• RECORDS FOR THE TASK:
▬▬▬▬▬▬▬▬▬▬

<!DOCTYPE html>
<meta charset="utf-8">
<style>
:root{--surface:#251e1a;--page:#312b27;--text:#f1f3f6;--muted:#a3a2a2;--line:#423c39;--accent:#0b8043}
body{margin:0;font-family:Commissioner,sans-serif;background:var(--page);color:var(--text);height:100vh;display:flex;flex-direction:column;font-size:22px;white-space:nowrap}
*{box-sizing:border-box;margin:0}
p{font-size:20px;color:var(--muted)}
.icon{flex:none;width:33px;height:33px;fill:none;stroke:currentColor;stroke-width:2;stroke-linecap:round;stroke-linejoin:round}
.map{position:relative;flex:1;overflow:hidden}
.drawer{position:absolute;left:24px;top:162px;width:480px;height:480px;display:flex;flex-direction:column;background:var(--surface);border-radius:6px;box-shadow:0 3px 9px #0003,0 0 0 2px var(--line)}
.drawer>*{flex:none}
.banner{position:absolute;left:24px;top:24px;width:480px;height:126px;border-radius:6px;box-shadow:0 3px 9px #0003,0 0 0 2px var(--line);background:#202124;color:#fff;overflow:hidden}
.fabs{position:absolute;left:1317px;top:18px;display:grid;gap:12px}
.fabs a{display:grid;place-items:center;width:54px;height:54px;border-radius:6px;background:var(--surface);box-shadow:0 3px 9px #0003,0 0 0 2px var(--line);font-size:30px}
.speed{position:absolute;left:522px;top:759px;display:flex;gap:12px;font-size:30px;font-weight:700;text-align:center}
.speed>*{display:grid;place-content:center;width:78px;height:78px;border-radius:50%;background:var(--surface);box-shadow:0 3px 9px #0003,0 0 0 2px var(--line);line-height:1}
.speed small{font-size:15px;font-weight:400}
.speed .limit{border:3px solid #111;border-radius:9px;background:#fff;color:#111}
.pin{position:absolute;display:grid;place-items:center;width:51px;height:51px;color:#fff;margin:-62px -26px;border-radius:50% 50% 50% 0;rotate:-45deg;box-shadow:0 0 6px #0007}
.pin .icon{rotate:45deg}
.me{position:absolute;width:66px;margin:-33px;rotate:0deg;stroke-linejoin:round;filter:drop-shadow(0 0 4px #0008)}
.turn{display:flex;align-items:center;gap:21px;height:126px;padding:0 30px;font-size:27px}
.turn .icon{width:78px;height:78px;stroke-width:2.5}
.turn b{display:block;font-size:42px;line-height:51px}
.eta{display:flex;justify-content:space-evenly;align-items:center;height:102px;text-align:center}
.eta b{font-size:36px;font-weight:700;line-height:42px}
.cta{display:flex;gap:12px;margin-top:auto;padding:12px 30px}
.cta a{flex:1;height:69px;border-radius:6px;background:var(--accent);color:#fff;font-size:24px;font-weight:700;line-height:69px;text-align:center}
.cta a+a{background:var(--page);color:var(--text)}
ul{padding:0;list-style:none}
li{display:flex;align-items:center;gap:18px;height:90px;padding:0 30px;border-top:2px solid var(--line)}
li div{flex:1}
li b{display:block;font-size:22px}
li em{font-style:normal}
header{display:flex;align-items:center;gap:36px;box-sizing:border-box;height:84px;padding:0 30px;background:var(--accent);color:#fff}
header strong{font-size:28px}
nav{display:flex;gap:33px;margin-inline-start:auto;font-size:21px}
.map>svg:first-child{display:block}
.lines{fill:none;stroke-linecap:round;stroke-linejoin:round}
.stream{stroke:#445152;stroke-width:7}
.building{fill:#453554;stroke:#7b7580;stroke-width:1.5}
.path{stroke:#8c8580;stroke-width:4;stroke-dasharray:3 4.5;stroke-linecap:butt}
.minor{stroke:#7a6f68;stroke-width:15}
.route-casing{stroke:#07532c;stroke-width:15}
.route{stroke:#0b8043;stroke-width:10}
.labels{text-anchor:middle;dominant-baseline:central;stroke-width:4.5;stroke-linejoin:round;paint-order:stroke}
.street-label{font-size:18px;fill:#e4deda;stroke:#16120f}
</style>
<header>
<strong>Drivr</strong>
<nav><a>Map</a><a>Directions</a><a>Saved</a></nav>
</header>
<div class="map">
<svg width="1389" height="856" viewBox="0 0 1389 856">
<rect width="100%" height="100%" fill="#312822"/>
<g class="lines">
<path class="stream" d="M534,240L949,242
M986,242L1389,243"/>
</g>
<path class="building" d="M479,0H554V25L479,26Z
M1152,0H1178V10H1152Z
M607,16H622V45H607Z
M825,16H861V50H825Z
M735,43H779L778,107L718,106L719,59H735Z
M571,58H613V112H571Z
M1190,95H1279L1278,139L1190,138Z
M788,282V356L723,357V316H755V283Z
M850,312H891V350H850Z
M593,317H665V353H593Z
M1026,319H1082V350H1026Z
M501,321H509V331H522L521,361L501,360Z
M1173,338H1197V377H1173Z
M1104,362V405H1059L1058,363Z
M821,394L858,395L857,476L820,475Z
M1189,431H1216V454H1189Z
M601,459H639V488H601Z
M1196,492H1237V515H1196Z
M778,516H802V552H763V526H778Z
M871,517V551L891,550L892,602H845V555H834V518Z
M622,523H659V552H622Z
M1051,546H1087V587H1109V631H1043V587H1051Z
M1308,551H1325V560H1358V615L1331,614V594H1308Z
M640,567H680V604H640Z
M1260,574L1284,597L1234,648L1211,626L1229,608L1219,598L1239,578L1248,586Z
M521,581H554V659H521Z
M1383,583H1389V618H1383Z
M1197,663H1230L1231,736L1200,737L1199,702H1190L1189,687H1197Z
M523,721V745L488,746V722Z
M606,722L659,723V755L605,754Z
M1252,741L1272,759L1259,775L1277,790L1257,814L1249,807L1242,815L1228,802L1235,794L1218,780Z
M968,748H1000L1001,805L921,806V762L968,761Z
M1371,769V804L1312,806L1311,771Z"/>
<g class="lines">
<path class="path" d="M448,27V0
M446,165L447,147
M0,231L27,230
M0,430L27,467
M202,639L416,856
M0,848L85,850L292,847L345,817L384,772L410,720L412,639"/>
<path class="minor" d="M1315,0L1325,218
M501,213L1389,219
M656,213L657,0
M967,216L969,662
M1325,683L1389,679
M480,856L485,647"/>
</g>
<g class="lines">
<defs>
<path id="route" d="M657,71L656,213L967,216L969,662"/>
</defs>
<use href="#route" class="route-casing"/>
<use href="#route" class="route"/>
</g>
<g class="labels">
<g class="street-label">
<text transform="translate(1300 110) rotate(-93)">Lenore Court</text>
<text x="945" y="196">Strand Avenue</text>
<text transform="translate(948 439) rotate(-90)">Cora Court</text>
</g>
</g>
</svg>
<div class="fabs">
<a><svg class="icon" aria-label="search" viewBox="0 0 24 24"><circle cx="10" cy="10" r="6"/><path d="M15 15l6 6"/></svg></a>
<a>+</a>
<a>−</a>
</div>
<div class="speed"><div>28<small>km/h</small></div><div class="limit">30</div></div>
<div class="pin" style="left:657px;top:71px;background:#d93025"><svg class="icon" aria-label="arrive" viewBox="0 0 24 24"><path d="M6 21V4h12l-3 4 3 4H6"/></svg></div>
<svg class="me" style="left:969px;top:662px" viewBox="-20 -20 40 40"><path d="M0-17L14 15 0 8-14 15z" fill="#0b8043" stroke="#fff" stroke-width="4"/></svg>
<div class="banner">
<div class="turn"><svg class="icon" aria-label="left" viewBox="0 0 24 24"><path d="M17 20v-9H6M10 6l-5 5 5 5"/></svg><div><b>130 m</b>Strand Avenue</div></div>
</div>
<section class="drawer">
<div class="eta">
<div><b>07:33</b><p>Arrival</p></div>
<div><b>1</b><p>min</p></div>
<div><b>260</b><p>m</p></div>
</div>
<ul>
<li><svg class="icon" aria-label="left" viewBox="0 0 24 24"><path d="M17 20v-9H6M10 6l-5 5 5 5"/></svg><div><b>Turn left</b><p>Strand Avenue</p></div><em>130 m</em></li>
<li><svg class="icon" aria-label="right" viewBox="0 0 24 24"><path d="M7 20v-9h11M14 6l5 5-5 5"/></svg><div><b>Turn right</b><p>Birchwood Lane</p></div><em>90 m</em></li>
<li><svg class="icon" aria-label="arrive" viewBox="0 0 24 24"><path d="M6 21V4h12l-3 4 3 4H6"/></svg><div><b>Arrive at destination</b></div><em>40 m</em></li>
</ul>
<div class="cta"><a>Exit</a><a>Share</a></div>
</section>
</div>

▬▬▬▬▬▬▬▬▬▬

An exact copy of the lines above, from the one containing "M1190,95H1279L1278,139L1190,138Z" through the one containing "M0,231L27,230", is the whole of the answer.

• SOLVED PROBLEM:
M1190,95H1279L1278,139L1190,138Z
M788,282V356L723,357V316H755V283Z
M850,312H891V350H850Z
M593,317H665V353H593Z
M1026,319H1082V350H1026Z
M501,321H509V331H522L521,361L501,360Z
M1173,338H1197V377H1173Z
M1104,362V405H1059L1058,363Z
M821,394L858,395L857,476L820,475Z
M1189,431H1216V454H1189Z
M601,459H639V488H601Z
M1196,492H1237V515H1196Z
M778,516H802V552H763V526H778Z
M871,517V551L891,550L892,602H845V555H834V518Z
M622,523H659V552H622Z
M1051,546H1087V587H1109V631H1043V587H1051Z
M1308,551H1325V560H1358V615L1331,614V594H1308Z
M640,567H680V604H640Z
M1260,574L1284,597L1234,648L1211,626L1229,608L1219,598L1239,578L1248,586Z
M521,581H554V659H521Z
M1383,583H1389V618H1383Z
M1197,663H1230L1231,736L1200,737L1199,702H1190L1189,687H1197Z
M523,721V745L488,746V722Z
M606,722L659,723V755L605,754Z
M1252,741L1272,759L1259,775L1277,790L1257,814L1249,807L1242,815L1228,802L1235,794L1218,780Z
M968,748H1000L1001,805L921,806V762L968,761Z
M1371,769V804L1312,806L1311,771Z"/>
<g class="lines">
<path class="path" d="M448,27V0
M446,165L447,147
M0,231L27,230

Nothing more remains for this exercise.